TASK OBJECTIVE:
Where the records contain images, omit them, and repeat everything else word for word.

====================

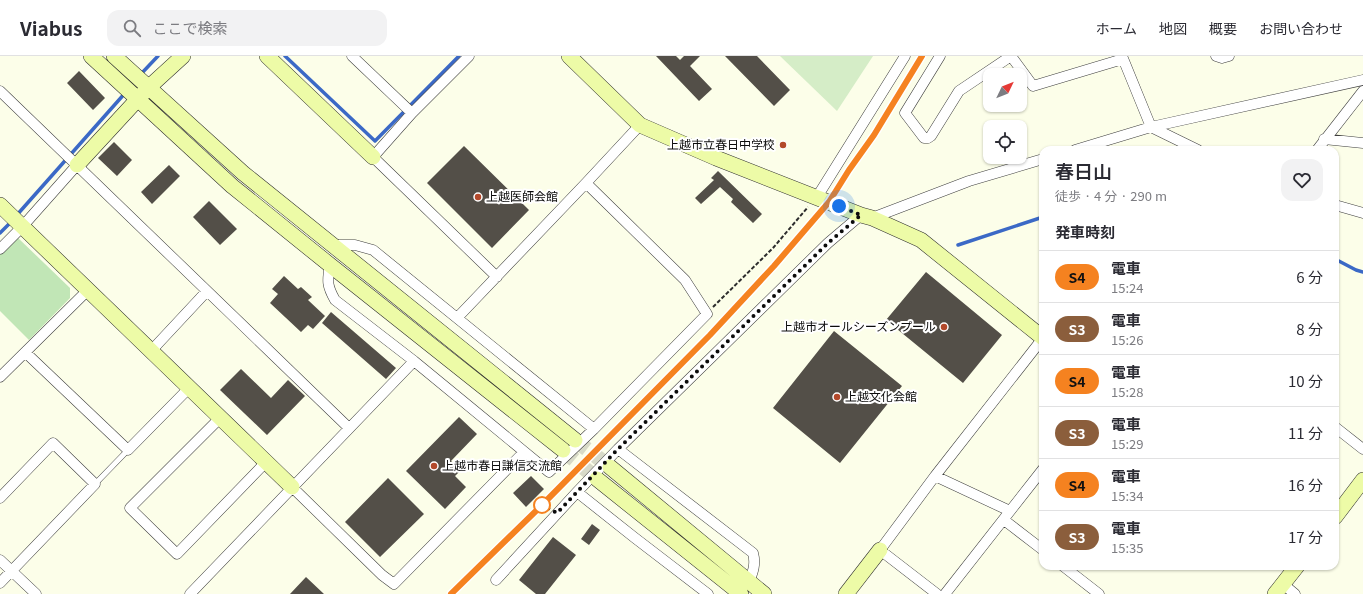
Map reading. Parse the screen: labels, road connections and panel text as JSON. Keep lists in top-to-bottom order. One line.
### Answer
{"places":["上越市立春日中学校","上越医師会館","上越市オールシーズンプール","上越文化会館","上越市春日謙信交流館"],"north":"top right","page":{"header":"Viabus","search":"ここで検索","nav":["ホーム","地図","概要","お問い合わせ"],"heading":[["春日山","徒歩 · 4 分 · 290 m"],"発車時刻"],"list":[{"mark":"S4","name":"電車","note":"15:24","value":"6 分"},{"mark":"S3","name":"電車","note":"15:26","value":"8 分"},{"mark":"S4","name":"電車","note":"15:28","value":"10 分"},{"mark":"S3","name":"電車","note":"15:29","value":"11 分"},{"mark":"S4","name":"電車","note":"15:34","value":"16 分"},{"mark":"S3","name":"電車","note":"15:35","value":"17 分"}]}}
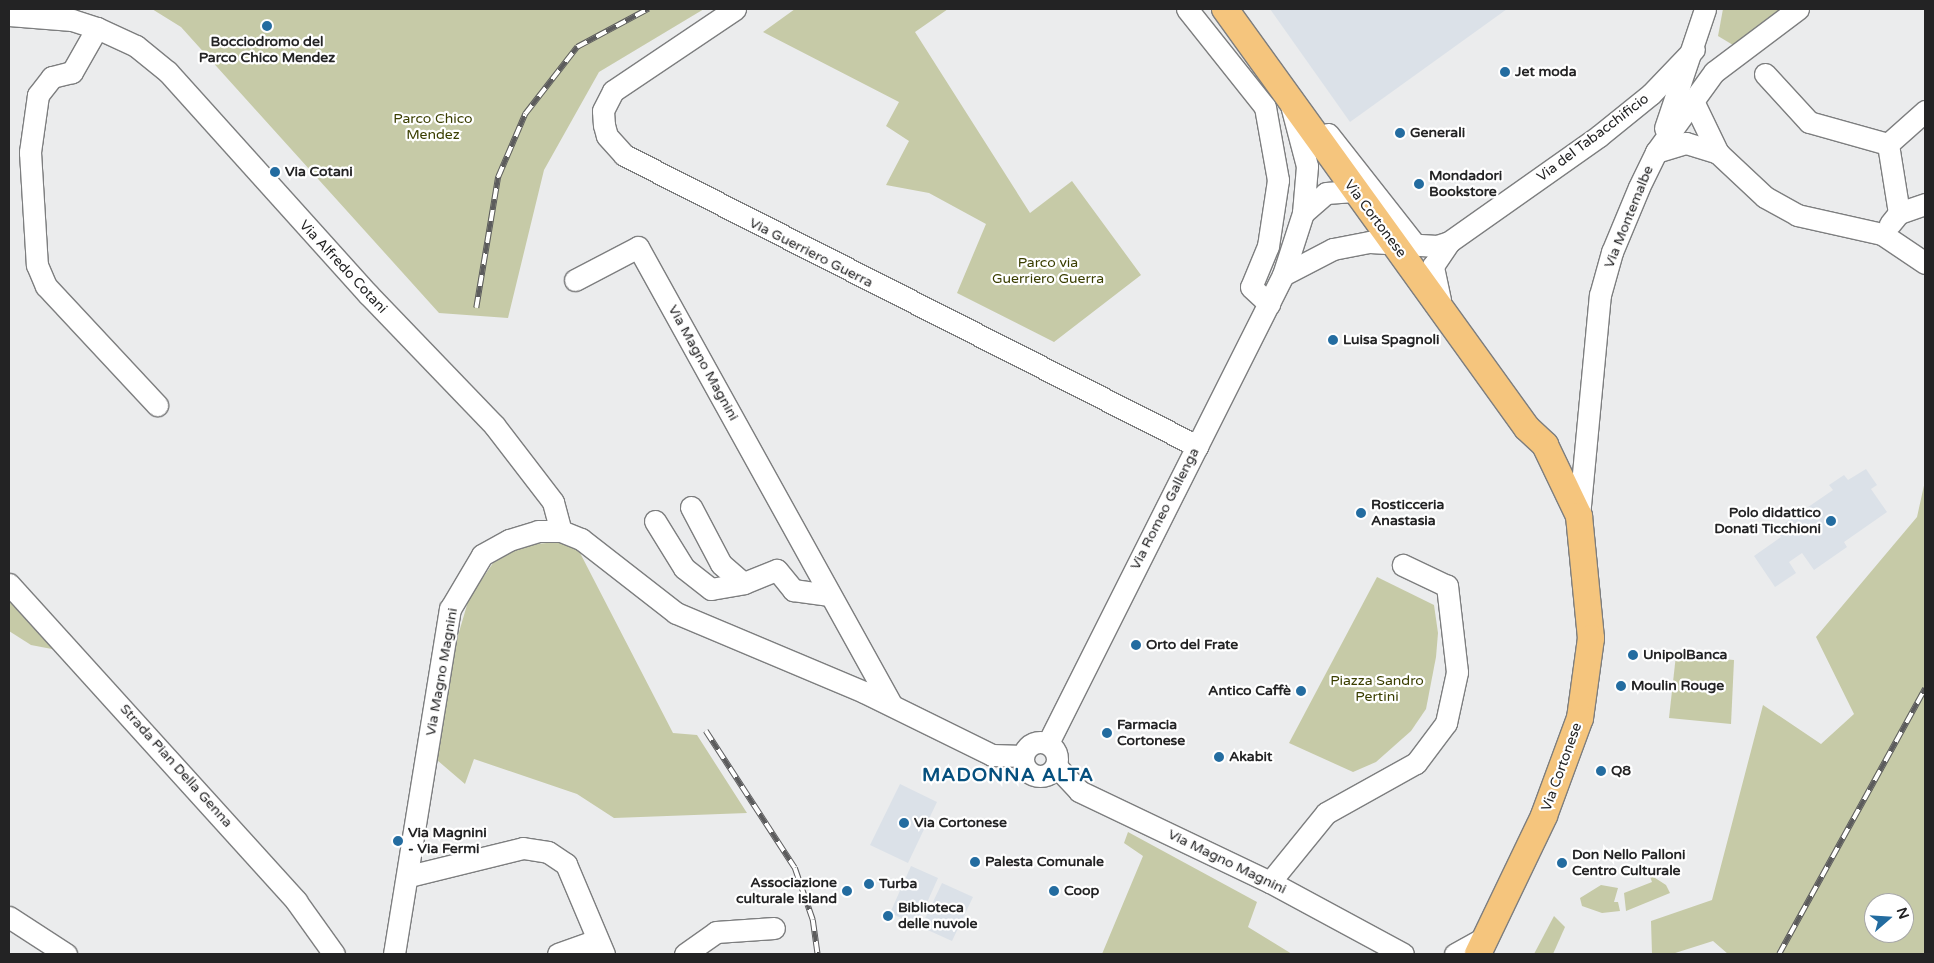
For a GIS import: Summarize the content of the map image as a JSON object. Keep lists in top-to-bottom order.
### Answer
{
  "streets": {
    "main road": ["Via Cortonese"],
    "street": [
      "Via del Tabacchificio",
      "Via Montemalbe",
      "Via Guerriero Guerra",
      "Via Alfredo Cotani",
      "Via Magno Magnini",
      "Via Romeo Gallenga",
      "Strada Pian Della Genna"
    ]
  },
  "crossings": [
    ["Via del Tabacchificio", "Via Cortonese"],
    ["Via Montemalbe", "Via Cortonese"],
    ["Via Cortonese", "Via Romeo Gallenga"],
    ["Via Guerriero Guerra", "Via Romeo Gallenga"],
    ["Via Alfredo Cotani", "Via Magno Magnini"],
    ["Via Magno Magnini", "Via Romeo Gallenga"]
  ],
  "districts": ["MADONNA ALTA"],
  "parks": ["Parco Chico Mendez", "Parco via Guerriero Guerra", "Piazza Sandro Pertini"],
  "places": [
    "Bocciodromo del Parco Chico Mendez",
    "Jet moda",
    "Generali",
    "Via Cotani",
    "Mondadori Bookstore",
    "Luisa Spagnoli",
    "Rosticceria Anastasia",
    "Polo didattico Donati Ticchioni",
    "Orto del Frate",
    "UnipolBanca",
    "Moulin Rouge",
    "Antico Caffè",
    "Farmacia Cortonese",
    "Akabit",
    "Q8",
    "Via Cortonese",
    "Via Magnini - Via Fermi",
    "Palesta Comunale",
    "Don Nello Palloni Centro Culturale",
    "Turba",
    "Associazione culturale Island",
    "Coop",
    "Biblioteca delle nuvole"
  ],
  "north": "right"
}
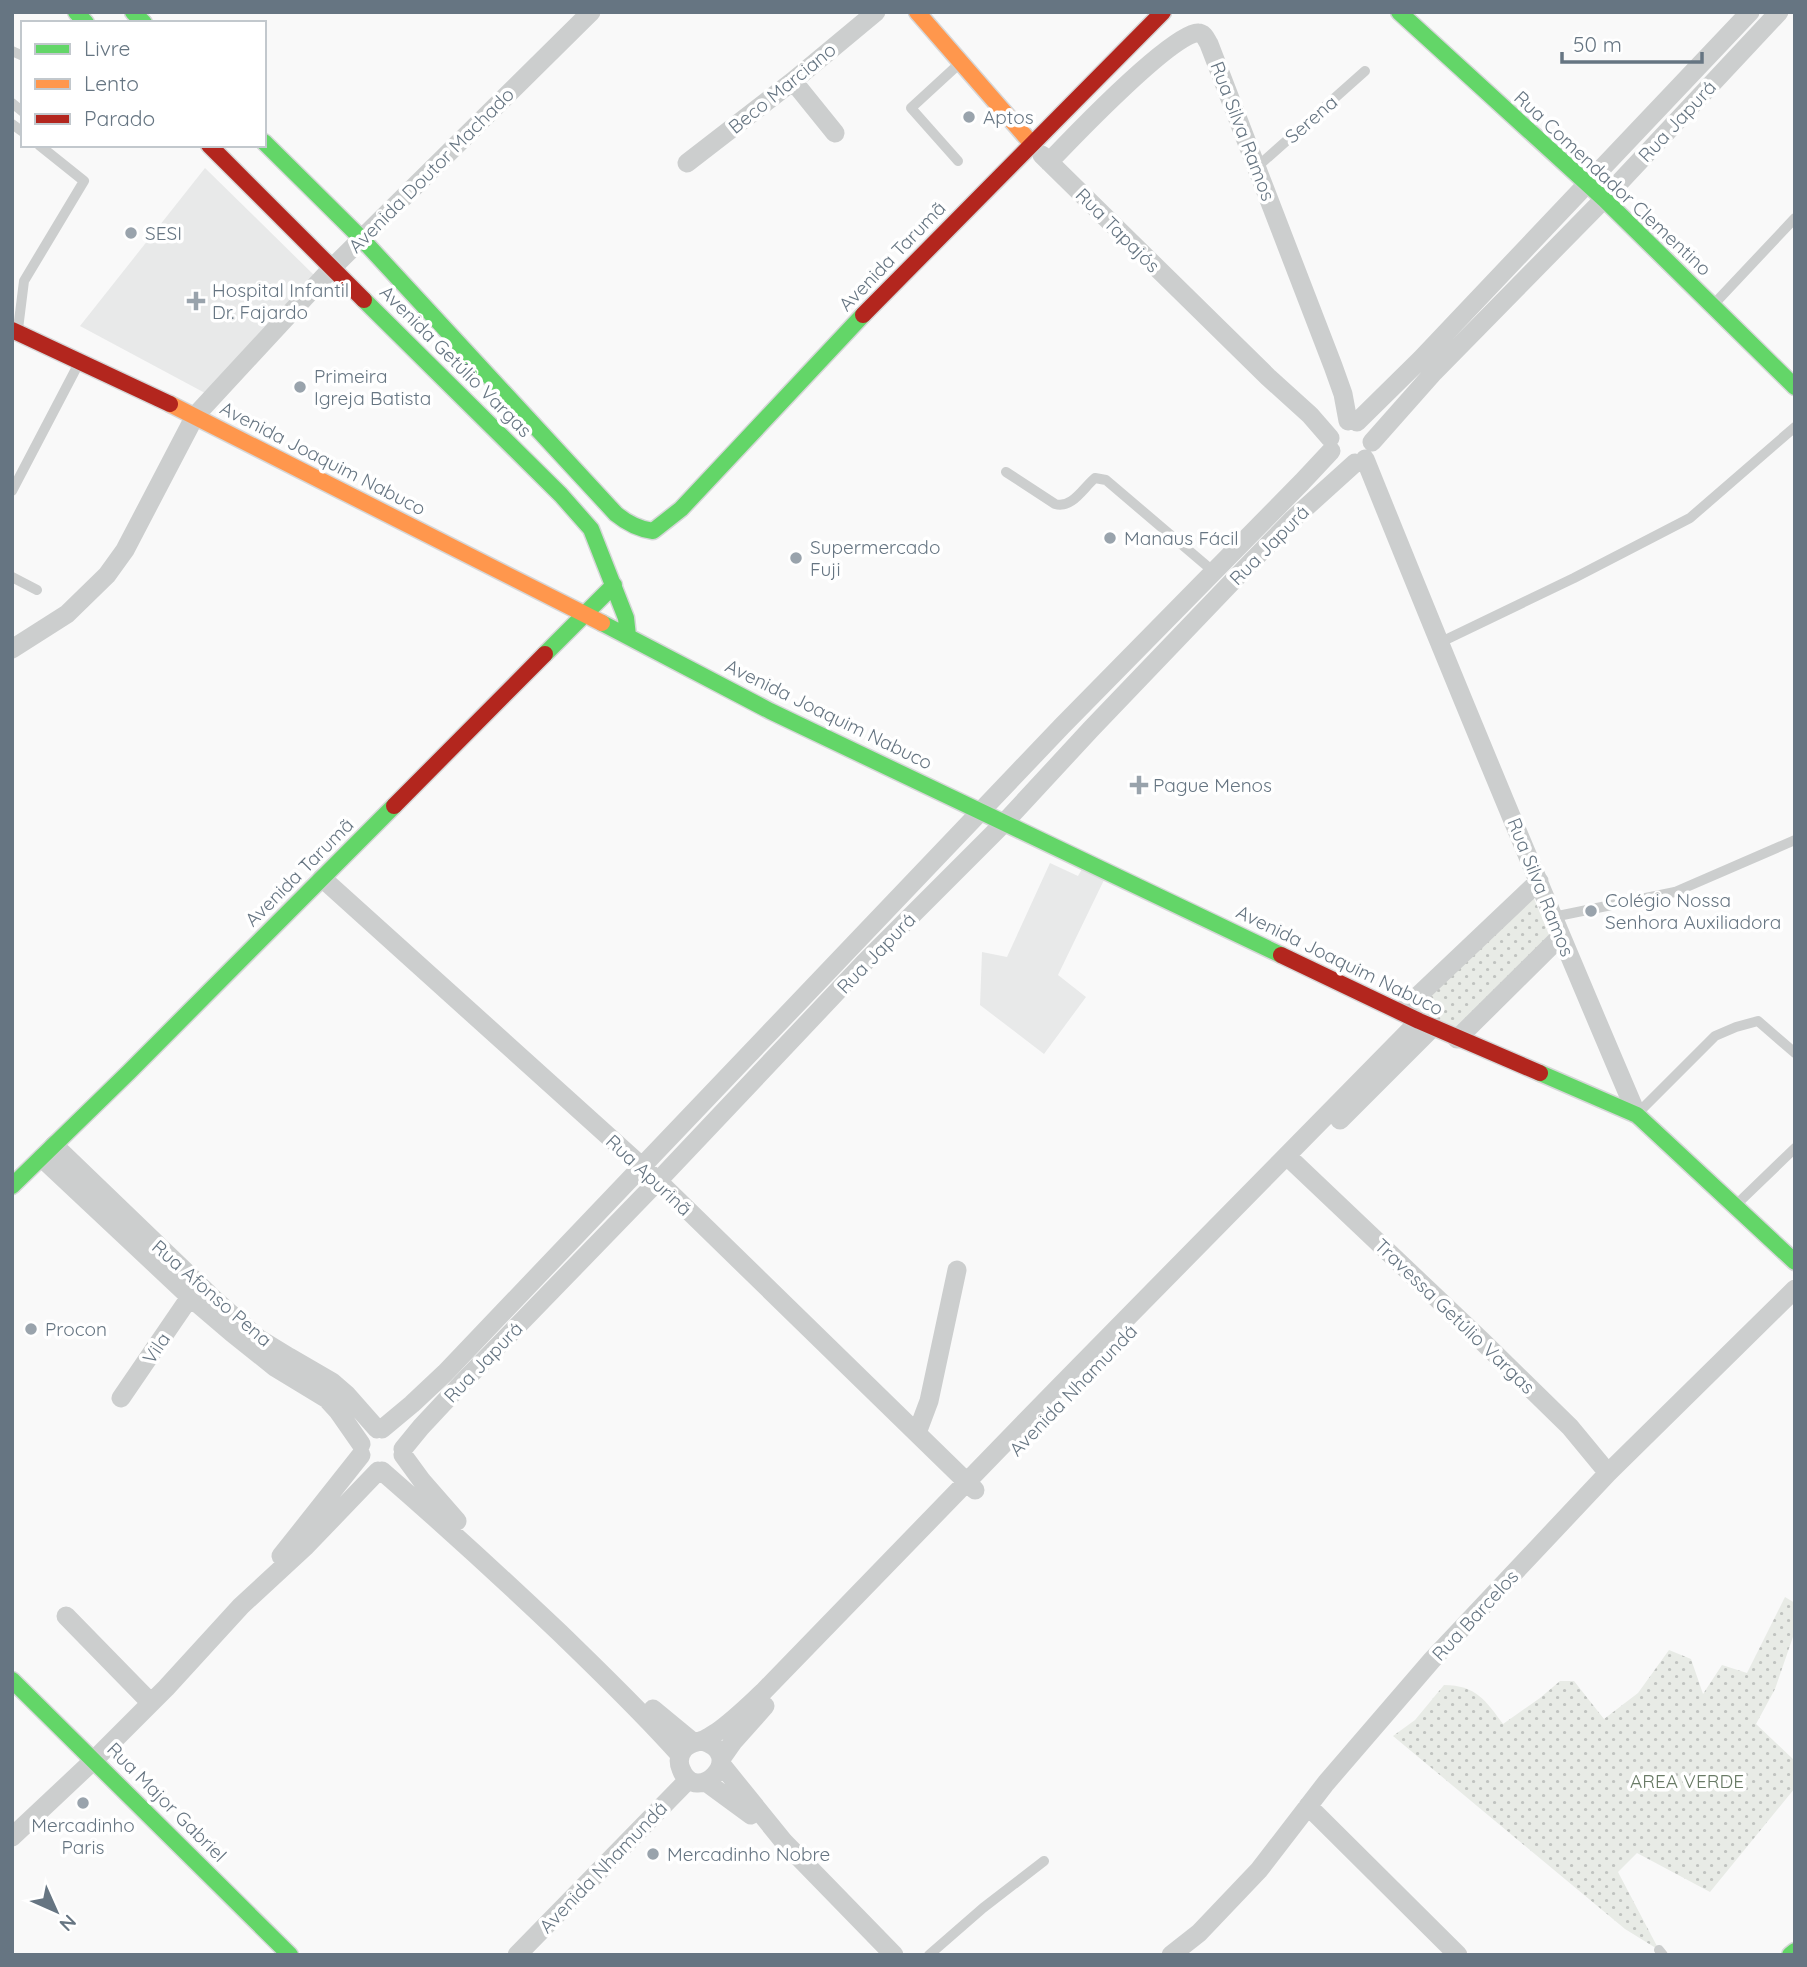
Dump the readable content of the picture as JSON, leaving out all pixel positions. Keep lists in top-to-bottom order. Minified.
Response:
{"streets":{"main road":["Rua Silva Ramos","Rua Comendador Clementino","Rua Tapajós","Avenida Tarumã","Avenida Getúlio Vargas","Avenida Joaquim Nabuco","Rua Major Gabriel"],"street":["Beco Marciano","Rua Japurá","Avenida Doutor Machado","Rua Apurinã","Rua Afonso Pena","Travessa Getúlio Vargas","Vila","Avenida Nhamundá","Rua Barcelos"],"lane":["Serena"]},"crossings":[["Serena","Rua Silva Ramos"],["Rua Japurá","Rua Silva Ramos"],["Rua Japurá","Rua Comendador Clementino"],["Rua Japurá","Rua Tapajós"],["Rua Japurá","Avenida Joaquim Nabuco"],["Rua Japurá","Rua Apurinã"],["Rua Japurá","Rua Afonso Pena"],["Rua Silva Ramos","Rua Tapajós"],["Rua Silva Ramos","Avenida Joaquim Nabuco"],["Rua Silva Ramos","Avenida Nhamundá"],["Avenida Doutor Machado","Avenida Getúlio Vargas"],["Avenida Doutor Machado","Avenida Joaquim Nabuco"],["Rua Tapajós","Avenida Tarumã"],["Avenida Tarumã","Avenida Getúlio Vargas"],["Avenida Tarumã","Avenida Joaquim Nabuco"],["Avenida Tarumã","Rua Apurinã"],["Avenida Tarumã","Rua Afonso Pena"],["Avenida Getúlio Vargas","Avenida Joaquim Nabuco"],["Avenida Joaquim Nabuco","Avenida Nhamundá"],["Rua Apurinã","Avenida Nhamundá"],["Rua Afonso Pena","Vila"],["Travessa Getúlio Vargas","Avenida Nhamundá"],["Travessa Getúlio Vargas","Rua Barcelos"]],"parks":["AREA VERDE"],"places":{"other":["Aptos","SESI","Primeira Igreja Batista","Manaus Fácil","Supermercado Fuji","Colégio Nossa Senhora Auxiliadora","Procon","Mercadinho Paris","Mercadinho Nobre"],"health":["Hospital Infantil Dr. Fajardo","Pague Menos"]},"legend":["Livre","Lento","Parado"],"scale_bar":"50 m","north":"bottom right"}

====================

WRITTEN RESPONSE:
Map reading. Parse the screen: labels, road connections and panel text as JSON. Keep lists in top-to-bottom order. One line.
### Answer
{"places":["上越市立春日中学校","上越医師会館","上越市オールシーズンプール","上越文化会館","上越市春日謙信交流館"],"north":"top right","page":{"header":"Viabus","search":"ここで検索","nav":["ホーム","地図","概要","お問い合わせ"],"heading":[["春日山","徒歩 · 4 分 · 290 m"],"発車時刻"],"list":[{"mark":"S4","name":"電車","note":"15:24","value":"6 分"},{"mark":"S3","name":"電車","note":"15:26","value":"8 分"},{"mark":"S4","name":"電車","note":"15:28","value":"10 分"},{"mark":"S3","name":"電車","note":"15:29","value":"11 分"},{"mark":"S4","name":"電車","note":"15:34","value":"16 分"},{"mark":"S3","name":"電車","note":"15:35","value":"17 分"}]}}
For a GIS import: Summarize the content of the map image as a JSON object. Keep lists in top-to-bottom order.
### Answer
{
  "streets": {
    "main road": ["Via Cortonese"],
    "street": [
      "Via del Tabacchificio",
      "Via Montemalbe",
      "Via Guerriero Guerra",
      "Via Alfredo Cotani",
      "Via Magno Magnini",
      "Via Romeo Gallenga",
      "Strada Pian Della Genna"
    ]
  },
  "crossings": [
    ["Via del Tabacchificio", "Via Cortonese"],
    ["Via Montemalbe", "Via Cortonese"],
    ["Via Cortonese", "Via Romeo Gallenga"],
    ["Via Guerriero Guerra", "Via Romeo Gallenga"],
    ["Via Alfredo Cotani", "Via Magno Magnini"],
    ["Via Magno Magnini", "Via Romeo Gallenga"]
  ],
  "districts": ["MADONNA ALTA"],
  "parks": ["Parco Chico Mendez", "Parco via Guerriero Guerra", "Piazza Sandro Pertini"],
  "places": [
    "Bocciodromo del Parco Chico Mendez",
    "Jet moda",
    "Generali",
    "Via Cotani",
    "Mondadori Bookstore",
    "Luisa Spagnoli",
    "Rosticceria Anastasia",
    "Polo didattico Donati Ticchioni",
    "Orto del Frate",
    "UnipolBanca",
    "Moulin Rouge",
    "Antico Caffè",
    "Farmacia Cortonese",
    "Akabit",
    "Q8",
    "Via Cortonese",
    "Via Magnini - Via Fermi",
    "Palesta Comunale",
    "Don Nello Palloni Centro Culturale",
    "Turba",
    "Associazione culturale Island",
    "Coop",
    "Biblioteca delle nuvole"
  ],
  "north": "right"
}
Dump the readable content of the picture as JSON, leaving out all pixel positions. Keep lists in top-to-bottom order. Minified.
Response:
{"streets":{"main road":["Rua Silva Ramos","Rua Comendador Clementino","Rua Tapajós","Avenida Tarumã","Avenida Getúlio Vargas","Avenida Joaquim Nabuco","Rua Major Gabriel"],"street":["Beco Marciano","Rua Japurá","Avenida Doutor Machado","Rua Apurinã","Rua Afonso Pena","Travessa Getúlio Vargas","Vila","Avenida Nhamundá","Rua Barcelos"],"lane":["Serena"]},"crossings":[["Serena","Rua Silva Ramos"],["Rua Japurá","Rua Silva Ramos"],["Rua Japurá","Rua Comendador Clementino"],["Rua Japurá","Rua Tapajós"],["Rua Japurá","Avenida Joaquim Nabuco"],["Rua Japurá","Rua Apurinã"],["Rua Japurá","Rua Afonso Pena"],["Rua Silva Ramos","Rua Tapajós"],["Rua Silva Ramos","Avenida Joaquim Nabuco"],["Rua Silva Ramos","Avenida Nhamundá"],["Avenida Doutor Machado","Avenida Getúlio Vargas"],["Avenida Doutor Machado","Avenida Joaquim Nabuco"],["Rua Tapajós","Avenida Tarumã"],["Avenida Tarumã","Avenida Getúlio Vargas"],["Avenida Tarumã","Avenida Joaquim Nabuco"],["Avenida Tarumã","Rua Apurinã"],["Avenida Tarumã","Rua Afonso Pena"],["Avenida Getúlio Vargas","Avenida Joaquim Nabuco"],["Avenida Joaquim Nabuco","Avenida Nhamundá"],["Rua Apurinã","Avenida Nhamundá"],["Rua Afonso Pena","Vila"],["Travessa Getúlio Vargas","Avenida Nhamundá"],["Travessa Getúlio Vargas","Rua Barcelos"]],"parks":["AREA VERDE"],"places":{"other":["Aptos","SESI","Primeira Igreja Batista","Manaus Fácil","Supermercado Fuji","Colégio Nossa Senhora Auxiliadora","Procon","Mercadinho Paris","Mercadinho Nobre"],"health":["Hospital Infantil Dr. Fajardo","Pague Menos"]},"legend":["Livre","Lento","Parado"],"scale_bar":"50 m","north":"bottom right"}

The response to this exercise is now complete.